La pandémie a entraîné dans un court laps de temps d’importants changements dans les pratiques, notamment d’importante surcharge de travail en lien avec le roulement de personnel, une pénurie de main-d’œuvre et la reddition de comptes. Sans compter les nouvelles mesures sanitaires mises en place. Ont-elles pu constituer des barrières d’accès à des groupes de femmes spécifiques?

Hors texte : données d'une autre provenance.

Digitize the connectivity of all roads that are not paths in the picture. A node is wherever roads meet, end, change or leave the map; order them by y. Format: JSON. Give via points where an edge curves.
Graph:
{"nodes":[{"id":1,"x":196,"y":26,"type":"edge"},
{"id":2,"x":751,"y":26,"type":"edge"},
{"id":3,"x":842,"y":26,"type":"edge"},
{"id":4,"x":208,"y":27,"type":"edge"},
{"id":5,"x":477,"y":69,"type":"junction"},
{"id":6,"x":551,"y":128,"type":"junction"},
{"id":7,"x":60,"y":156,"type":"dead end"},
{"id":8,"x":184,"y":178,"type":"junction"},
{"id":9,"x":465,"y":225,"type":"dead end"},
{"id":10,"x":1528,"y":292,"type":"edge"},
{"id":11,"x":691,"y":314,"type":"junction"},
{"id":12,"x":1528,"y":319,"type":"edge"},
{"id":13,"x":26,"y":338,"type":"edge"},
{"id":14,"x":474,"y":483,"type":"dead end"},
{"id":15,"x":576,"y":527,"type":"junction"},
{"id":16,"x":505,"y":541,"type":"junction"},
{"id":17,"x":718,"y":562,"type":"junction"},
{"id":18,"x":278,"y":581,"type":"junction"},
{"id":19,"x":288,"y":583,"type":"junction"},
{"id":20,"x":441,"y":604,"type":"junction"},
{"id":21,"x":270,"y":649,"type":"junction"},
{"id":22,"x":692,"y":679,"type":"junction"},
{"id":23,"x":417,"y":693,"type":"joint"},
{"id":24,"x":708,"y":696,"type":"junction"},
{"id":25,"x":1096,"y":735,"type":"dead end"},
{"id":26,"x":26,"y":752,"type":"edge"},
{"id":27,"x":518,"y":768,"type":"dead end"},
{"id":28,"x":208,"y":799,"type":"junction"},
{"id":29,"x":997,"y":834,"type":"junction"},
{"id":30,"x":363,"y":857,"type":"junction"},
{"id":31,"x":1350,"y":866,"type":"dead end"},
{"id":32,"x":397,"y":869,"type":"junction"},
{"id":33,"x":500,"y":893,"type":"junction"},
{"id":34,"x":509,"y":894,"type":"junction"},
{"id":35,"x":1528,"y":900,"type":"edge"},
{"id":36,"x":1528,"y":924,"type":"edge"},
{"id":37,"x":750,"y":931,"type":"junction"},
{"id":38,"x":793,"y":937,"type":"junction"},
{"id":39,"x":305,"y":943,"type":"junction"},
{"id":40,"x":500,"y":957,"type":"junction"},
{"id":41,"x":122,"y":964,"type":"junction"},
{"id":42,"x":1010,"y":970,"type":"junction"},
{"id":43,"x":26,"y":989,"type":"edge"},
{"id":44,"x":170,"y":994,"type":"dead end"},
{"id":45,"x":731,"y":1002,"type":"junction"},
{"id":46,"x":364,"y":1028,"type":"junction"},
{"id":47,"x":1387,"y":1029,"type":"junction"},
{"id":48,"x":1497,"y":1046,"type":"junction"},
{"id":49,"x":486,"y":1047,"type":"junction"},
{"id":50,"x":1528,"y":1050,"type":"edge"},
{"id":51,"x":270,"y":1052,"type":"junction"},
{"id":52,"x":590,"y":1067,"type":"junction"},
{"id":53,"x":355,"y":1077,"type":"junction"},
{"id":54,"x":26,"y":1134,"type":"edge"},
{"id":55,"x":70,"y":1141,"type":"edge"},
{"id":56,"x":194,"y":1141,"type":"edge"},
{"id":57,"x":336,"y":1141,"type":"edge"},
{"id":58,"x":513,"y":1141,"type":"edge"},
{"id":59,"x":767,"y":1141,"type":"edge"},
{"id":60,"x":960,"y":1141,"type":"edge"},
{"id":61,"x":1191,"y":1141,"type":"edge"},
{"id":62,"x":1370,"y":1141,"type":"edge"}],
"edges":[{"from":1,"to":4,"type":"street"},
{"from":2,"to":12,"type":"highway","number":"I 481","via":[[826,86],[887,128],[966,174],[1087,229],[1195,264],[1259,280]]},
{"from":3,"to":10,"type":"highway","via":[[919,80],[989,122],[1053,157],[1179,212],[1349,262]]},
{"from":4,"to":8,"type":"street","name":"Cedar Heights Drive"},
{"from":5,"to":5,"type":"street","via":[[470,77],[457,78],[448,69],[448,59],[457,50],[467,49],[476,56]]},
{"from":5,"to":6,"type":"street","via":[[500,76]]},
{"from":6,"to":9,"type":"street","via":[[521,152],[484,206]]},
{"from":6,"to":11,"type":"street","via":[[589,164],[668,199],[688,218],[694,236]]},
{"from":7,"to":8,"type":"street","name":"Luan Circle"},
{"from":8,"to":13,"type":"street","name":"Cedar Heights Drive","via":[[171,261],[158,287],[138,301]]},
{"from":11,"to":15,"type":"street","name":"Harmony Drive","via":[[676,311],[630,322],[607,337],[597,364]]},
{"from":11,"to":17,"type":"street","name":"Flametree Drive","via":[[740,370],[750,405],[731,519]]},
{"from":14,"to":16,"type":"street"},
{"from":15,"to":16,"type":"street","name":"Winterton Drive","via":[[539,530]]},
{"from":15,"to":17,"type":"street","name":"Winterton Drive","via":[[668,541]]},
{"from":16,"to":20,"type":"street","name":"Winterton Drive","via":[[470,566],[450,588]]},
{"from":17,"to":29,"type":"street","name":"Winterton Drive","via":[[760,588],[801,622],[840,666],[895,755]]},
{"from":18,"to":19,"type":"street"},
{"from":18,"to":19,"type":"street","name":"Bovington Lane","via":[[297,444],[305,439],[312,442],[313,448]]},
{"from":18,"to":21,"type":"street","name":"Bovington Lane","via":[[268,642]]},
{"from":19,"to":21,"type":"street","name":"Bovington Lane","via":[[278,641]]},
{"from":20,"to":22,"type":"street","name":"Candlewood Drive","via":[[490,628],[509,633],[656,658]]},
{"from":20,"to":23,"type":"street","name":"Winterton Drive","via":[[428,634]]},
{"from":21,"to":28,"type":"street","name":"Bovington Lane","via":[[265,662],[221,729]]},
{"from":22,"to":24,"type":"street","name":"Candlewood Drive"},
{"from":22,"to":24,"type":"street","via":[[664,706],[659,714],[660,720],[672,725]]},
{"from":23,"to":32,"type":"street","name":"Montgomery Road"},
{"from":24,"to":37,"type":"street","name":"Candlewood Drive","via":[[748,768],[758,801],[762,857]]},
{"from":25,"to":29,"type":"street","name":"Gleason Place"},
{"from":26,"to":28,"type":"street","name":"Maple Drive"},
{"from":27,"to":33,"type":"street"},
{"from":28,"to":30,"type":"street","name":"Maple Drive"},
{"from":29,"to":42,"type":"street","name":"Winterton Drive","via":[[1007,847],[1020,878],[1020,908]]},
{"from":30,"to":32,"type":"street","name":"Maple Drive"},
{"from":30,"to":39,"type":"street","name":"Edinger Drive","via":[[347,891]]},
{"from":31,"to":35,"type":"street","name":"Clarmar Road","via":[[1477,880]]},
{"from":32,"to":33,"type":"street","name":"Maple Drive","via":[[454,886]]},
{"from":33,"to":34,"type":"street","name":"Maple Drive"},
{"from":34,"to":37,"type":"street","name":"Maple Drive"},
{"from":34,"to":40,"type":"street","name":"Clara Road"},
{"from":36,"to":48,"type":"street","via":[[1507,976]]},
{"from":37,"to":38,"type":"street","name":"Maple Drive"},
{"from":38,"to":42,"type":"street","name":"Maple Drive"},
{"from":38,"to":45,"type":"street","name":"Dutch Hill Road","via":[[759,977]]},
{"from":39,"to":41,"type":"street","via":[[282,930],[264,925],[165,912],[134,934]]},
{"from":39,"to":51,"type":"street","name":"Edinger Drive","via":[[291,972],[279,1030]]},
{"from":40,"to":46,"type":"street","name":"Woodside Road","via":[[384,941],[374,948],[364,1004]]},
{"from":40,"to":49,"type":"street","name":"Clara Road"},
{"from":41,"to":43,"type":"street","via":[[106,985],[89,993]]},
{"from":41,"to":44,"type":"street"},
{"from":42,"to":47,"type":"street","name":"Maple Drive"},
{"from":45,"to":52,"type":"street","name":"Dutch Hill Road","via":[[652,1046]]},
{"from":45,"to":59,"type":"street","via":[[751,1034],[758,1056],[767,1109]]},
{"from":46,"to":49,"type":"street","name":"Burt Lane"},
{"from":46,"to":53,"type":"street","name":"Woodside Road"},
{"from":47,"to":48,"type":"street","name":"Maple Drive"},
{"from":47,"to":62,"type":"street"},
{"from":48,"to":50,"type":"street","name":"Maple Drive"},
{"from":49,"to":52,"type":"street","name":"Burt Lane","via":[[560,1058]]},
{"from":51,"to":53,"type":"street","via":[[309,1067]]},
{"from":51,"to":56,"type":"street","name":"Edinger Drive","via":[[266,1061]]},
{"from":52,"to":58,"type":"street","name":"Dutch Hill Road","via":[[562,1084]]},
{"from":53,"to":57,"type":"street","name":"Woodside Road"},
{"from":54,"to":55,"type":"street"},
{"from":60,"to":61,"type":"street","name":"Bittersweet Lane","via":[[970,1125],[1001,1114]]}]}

« Plusieurs problématiques sociales étaient déjà présentes. Comment pouvons-nous répondre à ces situations qui font ressortir les inégalités sociales qui se révèlent davantage dans ce contexte ? Nous avons l’espoir que cela pourra sensibiliser les décideurs », affirme la chercheuse. « Je suis très heureuse de faire partie de ce projet partenarial avec Madame Flynn et avec la Fédération », conclut la professeure Castro Zavala.

Le fruit de leurs travaux permettra d’effectuer des recommandations aux décideurs et aux acteurs du réseau de la santé et des services sociaux québécois. Au Québec, les 35 maisons membres de la FMHF rejoignent annuellement plus de 100 000 femmes par l’entremise de leur service, de leur soutien post-hébergement et par leurs activités de sensibilisation.

Mentionnons que Sastal Castro Zavala s’intéresse aux pratiques d’intervention auprès des populations immigrantes. Sa thèse de doctorat aborde les pratiques des intervenantes en maison d’hébergement auprès des femmes immigrantes victimes de violence conjugale en utilisant une analyse intersectionnelle. Professeure, chercheuse, intervenante et femme engagée socialement, elle a collaboré activement avec plusieurs organismes communautaires et tables de concertation pour faire avancer l’égalité de genre et la justice sociale pour toutes et tous.